RE : Re: [CR]Wheels make you faster, not frames

(Example: Racing:Roger de Vlaeminck)

Date: Sat, 22 Sep 2007 21:05:20 +0200 (CEST)
From: "nick Bordo" <>
Subject: RE : Re: [CR]Wheels make you faster, not frames

I'll have to check with someone cleverer othan me about that one, I'm not quite convinced about the same total surface contact area on similar structure/pressure tyres of different widths. Were one to take that to it's logical conclusion, you'd be faster on a bald MTB tire than a sewup. If you are right, I shall be shaving the treads off Knoblies with a razor and using those, because wider and higher tires are awful useful for riding bikes down steps and through flowerbeds. I am saying thereby that a wide tire is a useful tool for a fast commuter.

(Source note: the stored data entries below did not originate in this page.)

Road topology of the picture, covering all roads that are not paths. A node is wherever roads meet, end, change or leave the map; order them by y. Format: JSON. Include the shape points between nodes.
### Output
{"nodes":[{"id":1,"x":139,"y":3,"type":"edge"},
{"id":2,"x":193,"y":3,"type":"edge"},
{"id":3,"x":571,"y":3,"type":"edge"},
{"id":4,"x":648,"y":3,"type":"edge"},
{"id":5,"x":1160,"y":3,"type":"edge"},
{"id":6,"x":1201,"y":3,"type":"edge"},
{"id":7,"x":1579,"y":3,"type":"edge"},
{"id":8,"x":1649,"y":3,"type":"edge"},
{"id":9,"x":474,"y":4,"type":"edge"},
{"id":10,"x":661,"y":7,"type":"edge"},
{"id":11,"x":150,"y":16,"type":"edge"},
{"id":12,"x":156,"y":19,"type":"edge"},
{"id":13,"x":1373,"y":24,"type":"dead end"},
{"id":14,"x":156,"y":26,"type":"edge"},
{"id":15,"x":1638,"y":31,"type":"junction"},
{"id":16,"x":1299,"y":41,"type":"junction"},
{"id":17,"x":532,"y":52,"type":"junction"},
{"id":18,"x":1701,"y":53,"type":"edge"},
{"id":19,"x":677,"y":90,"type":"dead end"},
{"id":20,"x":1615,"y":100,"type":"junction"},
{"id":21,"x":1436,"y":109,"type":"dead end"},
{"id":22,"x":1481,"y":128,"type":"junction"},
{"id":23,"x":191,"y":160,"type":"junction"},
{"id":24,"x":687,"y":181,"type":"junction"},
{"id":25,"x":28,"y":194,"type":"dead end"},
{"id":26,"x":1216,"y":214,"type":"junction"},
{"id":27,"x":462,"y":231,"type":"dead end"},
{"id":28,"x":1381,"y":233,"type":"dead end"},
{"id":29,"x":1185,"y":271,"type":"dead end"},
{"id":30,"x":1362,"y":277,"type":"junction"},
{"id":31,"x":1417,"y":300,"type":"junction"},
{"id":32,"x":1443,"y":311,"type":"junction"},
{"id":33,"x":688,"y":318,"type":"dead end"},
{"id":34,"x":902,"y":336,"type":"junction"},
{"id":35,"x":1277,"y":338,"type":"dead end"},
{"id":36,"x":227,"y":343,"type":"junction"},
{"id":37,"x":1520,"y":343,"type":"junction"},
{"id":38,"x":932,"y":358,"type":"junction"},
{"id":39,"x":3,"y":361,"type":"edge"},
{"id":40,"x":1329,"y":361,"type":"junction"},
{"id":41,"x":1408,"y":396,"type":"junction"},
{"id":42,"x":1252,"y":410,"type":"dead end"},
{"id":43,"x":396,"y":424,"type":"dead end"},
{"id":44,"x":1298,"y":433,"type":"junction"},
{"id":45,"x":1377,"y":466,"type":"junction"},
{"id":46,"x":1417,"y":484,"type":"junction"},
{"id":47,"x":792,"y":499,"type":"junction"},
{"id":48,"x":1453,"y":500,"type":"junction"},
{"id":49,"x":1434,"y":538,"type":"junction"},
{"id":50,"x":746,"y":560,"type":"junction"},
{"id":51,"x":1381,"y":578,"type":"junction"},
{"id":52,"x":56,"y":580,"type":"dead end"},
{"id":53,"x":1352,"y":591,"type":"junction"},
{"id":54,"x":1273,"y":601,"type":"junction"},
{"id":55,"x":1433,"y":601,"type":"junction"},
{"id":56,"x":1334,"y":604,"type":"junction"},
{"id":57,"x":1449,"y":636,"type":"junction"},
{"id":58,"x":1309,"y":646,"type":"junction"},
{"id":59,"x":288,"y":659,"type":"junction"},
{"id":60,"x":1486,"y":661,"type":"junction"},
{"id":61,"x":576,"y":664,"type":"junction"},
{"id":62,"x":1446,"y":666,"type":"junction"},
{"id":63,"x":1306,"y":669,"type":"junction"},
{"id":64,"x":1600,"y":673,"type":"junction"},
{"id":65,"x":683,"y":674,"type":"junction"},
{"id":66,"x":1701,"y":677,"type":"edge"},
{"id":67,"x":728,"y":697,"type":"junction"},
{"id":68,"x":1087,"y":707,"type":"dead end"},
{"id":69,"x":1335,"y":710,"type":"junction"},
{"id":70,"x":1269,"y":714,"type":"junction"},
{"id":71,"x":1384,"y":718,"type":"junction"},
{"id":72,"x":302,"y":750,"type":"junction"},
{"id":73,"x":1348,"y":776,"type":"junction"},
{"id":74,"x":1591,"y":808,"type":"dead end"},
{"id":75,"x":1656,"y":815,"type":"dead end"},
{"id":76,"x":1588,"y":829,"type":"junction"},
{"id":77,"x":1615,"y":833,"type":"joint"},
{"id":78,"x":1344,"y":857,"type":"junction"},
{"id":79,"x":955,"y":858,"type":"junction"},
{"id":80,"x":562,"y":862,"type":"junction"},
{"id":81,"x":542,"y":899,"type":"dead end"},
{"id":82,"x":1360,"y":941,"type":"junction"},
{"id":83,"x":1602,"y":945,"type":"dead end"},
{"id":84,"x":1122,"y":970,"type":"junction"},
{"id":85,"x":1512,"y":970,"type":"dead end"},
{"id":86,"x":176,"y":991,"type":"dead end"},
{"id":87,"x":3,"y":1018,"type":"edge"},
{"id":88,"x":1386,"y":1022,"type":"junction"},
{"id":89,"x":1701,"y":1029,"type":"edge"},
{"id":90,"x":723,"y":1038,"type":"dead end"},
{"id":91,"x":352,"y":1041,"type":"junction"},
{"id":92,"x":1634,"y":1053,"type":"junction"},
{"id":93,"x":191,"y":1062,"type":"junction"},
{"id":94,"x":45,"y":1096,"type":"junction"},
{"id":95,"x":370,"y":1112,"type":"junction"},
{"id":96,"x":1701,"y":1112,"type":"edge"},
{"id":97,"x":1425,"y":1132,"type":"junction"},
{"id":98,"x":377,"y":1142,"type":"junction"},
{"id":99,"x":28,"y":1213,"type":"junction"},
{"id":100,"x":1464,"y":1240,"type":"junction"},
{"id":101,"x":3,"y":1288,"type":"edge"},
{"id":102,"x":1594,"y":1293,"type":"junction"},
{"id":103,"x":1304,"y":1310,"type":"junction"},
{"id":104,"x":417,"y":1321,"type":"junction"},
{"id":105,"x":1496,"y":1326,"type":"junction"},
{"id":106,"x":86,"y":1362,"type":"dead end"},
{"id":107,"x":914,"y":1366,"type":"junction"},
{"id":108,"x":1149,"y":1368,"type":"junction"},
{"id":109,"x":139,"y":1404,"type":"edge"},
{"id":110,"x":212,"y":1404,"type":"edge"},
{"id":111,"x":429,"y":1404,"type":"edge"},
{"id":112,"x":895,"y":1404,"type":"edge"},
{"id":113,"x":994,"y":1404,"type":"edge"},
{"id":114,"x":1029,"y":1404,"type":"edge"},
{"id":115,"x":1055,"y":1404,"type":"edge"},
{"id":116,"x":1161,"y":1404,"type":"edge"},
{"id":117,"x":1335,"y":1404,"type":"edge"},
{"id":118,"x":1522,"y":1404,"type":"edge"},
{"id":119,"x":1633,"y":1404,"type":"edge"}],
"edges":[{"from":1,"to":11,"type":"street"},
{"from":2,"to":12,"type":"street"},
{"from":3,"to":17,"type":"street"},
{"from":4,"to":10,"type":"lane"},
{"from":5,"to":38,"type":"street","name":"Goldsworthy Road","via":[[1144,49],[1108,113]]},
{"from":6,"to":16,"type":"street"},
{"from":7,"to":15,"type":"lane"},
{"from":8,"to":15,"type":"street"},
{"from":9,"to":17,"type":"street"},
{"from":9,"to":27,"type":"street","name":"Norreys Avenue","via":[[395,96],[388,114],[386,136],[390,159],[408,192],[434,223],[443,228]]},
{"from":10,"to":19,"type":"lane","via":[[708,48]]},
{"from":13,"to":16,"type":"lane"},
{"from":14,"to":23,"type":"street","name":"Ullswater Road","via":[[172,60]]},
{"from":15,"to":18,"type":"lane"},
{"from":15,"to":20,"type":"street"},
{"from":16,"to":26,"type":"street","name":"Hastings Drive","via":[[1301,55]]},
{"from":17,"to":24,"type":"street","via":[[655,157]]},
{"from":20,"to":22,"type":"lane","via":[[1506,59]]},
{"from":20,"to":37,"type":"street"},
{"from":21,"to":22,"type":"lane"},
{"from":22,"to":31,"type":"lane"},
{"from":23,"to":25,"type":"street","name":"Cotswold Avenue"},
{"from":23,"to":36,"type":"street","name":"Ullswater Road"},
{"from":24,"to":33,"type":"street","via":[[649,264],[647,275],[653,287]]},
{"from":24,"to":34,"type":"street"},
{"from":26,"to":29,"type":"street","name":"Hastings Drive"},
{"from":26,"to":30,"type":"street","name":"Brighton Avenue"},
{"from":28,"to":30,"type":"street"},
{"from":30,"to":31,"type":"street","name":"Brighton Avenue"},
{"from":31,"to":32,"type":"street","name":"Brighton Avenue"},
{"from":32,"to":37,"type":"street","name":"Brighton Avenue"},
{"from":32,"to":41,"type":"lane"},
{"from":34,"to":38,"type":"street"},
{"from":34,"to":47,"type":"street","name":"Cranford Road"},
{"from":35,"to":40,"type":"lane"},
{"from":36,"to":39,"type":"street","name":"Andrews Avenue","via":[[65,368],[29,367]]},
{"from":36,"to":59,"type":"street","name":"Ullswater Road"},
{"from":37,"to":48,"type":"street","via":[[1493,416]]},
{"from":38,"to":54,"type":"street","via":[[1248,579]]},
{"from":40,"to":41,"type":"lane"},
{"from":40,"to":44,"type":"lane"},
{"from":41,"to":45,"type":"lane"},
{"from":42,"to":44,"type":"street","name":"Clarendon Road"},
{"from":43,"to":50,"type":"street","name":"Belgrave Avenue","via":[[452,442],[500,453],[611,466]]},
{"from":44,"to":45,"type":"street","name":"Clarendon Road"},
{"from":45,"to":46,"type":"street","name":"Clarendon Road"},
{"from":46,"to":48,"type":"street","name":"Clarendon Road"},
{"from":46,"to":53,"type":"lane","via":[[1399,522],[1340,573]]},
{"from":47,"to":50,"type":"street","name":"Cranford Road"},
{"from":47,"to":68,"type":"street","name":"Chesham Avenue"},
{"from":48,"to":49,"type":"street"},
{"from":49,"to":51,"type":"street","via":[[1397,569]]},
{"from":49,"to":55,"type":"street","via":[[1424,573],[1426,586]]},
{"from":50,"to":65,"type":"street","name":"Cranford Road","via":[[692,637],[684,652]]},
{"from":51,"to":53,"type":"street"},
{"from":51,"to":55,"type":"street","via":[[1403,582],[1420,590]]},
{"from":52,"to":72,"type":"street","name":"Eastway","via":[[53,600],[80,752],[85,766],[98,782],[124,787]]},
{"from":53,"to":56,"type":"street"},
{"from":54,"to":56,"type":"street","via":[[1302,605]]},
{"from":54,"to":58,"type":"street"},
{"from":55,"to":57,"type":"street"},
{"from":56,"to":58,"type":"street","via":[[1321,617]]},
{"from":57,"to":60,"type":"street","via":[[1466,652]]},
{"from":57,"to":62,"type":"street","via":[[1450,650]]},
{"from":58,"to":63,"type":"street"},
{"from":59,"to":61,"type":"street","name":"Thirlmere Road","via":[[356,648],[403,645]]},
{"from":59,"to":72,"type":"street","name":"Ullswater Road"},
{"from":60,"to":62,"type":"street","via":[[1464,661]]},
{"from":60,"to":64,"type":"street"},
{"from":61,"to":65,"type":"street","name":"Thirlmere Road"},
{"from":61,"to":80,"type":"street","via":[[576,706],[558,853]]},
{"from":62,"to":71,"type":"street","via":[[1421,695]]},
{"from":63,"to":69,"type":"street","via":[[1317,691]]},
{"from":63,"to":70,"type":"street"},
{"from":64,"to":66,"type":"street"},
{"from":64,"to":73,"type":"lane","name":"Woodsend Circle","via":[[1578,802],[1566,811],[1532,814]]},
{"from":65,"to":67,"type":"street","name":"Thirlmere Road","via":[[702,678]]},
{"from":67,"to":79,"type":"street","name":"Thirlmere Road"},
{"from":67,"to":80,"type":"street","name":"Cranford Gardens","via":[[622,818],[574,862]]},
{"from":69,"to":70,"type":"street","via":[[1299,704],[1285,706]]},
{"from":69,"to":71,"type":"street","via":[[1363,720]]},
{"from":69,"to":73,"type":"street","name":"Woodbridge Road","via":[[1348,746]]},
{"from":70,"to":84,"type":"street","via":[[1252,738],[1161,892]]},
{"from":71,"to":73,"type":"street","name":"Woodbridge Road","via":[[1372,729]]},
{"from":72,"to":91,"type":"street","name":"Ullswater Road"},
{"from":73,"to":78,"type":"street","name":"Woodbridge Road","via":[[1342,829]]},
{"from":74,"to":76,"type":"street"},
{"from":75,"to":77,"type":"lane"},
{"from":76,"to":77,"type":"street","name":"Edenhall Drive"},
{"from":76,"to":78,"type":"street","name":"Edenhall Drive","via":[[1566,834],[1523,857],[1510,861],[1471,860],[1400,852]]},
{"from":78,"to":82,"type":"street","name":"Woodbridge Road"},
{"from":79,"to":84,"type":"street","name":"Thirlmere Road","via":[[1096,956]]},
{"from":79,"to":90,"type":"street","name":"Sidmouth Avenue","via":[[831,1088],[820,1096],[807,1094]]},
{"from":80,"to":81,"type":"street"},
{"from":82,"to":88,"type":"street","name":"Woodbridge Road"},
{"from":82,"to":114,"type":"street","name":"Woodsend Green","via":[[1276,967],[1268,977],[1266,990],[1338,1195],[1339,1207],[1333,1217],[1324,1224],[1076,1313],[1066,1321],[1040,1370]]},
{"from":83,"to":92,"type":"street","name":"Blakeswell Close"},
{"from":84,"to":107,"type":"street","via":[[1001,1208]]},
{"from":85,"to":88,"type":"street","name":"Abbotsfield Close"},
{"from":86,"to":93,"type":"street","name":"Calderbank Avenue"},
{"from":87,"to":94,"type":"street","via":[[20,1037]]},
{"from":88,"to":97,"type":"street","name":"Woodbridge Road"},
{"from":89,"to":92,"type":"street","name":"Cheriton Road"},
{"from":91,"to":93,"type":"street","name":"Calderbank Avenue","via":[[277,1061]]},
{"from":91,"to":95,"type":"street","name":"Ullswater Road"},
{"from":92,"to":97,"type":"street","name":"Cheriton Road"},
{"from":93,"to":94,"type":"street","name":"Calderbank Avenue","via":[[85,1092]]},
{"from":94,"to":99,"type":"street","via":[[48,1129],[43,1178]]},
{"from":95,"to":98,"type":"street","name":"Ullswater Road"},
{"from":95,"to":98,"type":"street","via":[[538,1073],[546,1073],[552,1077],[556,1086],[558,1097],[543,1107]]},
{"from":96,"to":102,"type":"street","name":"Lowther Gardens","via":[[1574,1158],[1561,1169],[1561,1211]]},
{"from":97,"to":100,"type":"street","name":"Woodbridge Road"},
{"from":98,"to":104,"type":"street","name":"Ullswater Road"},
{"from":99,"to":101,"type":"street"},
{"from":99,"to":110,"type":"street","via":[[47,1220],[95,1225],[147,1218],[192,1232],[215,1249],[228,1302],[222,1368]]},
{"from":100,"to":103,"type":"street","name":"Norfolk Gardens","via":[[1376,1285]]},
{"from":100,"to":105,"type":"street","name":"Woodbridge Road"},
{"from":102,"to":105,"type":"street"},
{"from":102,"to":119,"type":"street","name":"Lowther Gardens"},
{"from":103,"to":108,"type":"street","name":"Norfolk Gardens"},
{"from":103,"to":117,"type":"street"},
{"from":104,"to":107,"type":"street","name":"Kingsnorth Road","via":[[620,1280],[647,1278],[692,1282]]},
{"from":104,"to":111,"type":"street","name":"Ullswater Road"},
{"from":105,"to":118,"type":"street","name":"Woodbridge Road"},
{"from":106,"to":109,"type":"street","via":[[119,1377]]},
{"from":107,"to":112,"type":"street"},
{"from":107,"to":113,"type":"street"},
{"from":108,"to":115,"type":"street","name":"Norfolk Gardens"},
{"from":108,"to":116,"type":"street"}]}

What I will go along with though is that everything is a tradeoff. And that there are so many unknown variables and interactions that there are many solutions on the market, and many variations in build (less so now with the carbon stuff, they all look the same to me). Nick Bordo, Agen 47000 France a écrit : Tires are getting wider because rolling resistance, all else equal, is lower for wider tires (assuming identical casing and pressure). Of course we run wide tires at lower pressures, but the inverse of this statement is that it is possible to have a wide tire at lower pressure deliver the same rolling resistance as a skinny tire at high pressure - but the comfort is much greater on the wide tire!

So again, why aren't all race bikes using wide tires? Because everthing is a trade-off. Wider tires are heavier and have greater wind resistance. And acceleration is most important for those in a race. So where the typical non-competitive rider is best on a 25mm to perhaps 30mm 700c, the racer may go a big narrower. But the 19mm and 20mm tires were just too silly - the weight and aero benefits even for many pro riders to not overcome the relatively high rolling resistance such a tire yields.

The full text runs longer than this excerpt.